Work item |
Where a line of the listing below includes the word "name", reproduce that line.
-------- Dataset extract --------
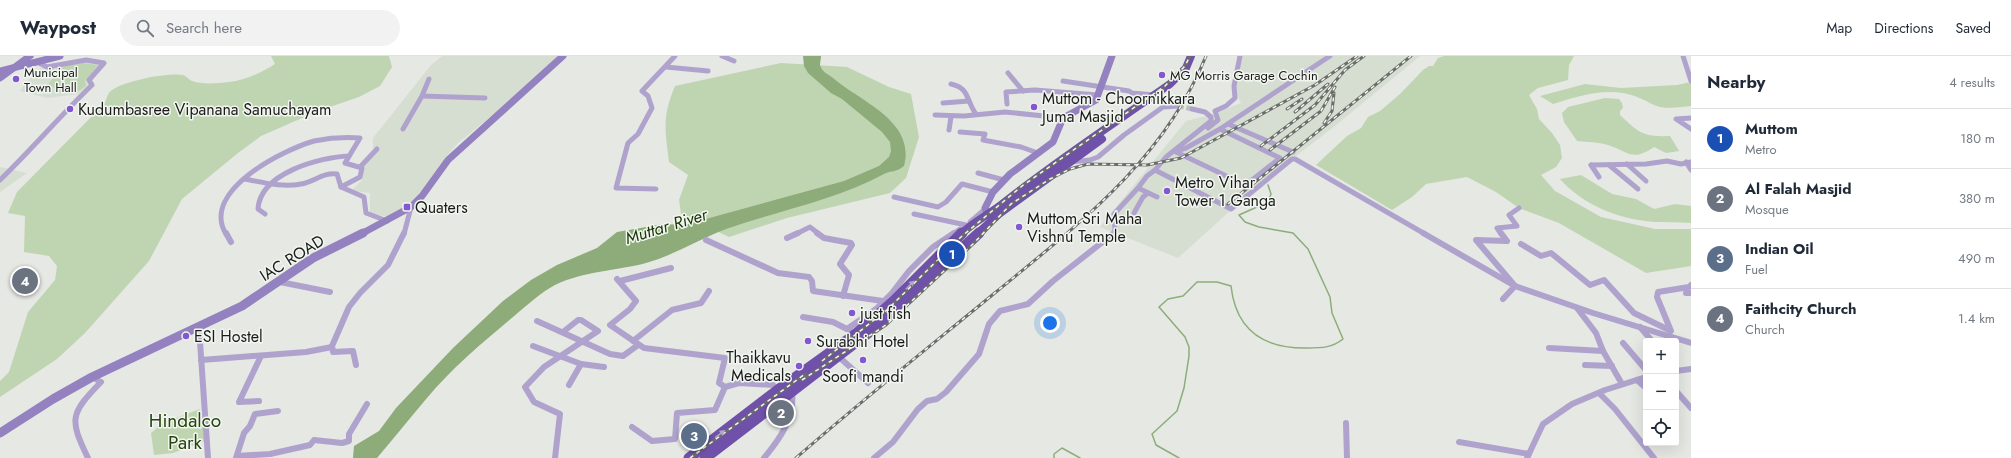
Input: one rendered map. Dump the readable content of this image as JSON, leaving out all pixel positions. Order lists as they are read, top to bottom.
{
  "streets": {
    "main road": ["IAC ROAD"]
  },
  "water": ["Muttar River"],
  "parks": ["Hindalco Park"],
  "places": {
    "other": [
      "MG Morris Garage Cochin",
      "Municipal Town Hall",
      "Muttom - Choornikkara Juma Masjid",
      "Kudumbasree Vipanana Samuchayam",
      "Metro Vihar Tower 1 Ganga",
      "Muttom Sri Maha Vishnu Temple",
      "just fish",
      "ESI Hostel",
      "Surabhi Hotel",
      "Soofi mandi",
      "Thaikkavu Medicals"
    ],
    "transit": ["Quaters"]
  },
  "page": {
    "header": "Waypost",
    "search": "Search here",
    "nav": ["Map", "Directions", "Saved"],
    "heading": ["Nearby", "4 results"],
    "list": [
      {
        "mark": "1",
        "name": "Muttom",
        "note": "Metro",
        "value": "180 m"
      },
      {
        "mark": "2",
        "name": "Al Falah Masjid",
        "note": "Mosque",
        "value": "380 m"
      },
      {
        "mark": "3",
        "name": "Indian Oil",
        "note": "Fuel",
        "value": "490 m"
      },
      {
        "mark": "4",
        "name": "Faithcity Church",
        "note": "Church",
        "value": "1.4 km"
      }
    ],
    "pins": [
      "1",
      "4",
      "2",
      "3"
    ],
    "map_buttons": ["+", "−"]
  }
}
--------
Answer box |
        "name": "Muttom",
        "name": "Al Falah Masjid",
        "name": "Indian Oil",
        "name": "Faithcity Church",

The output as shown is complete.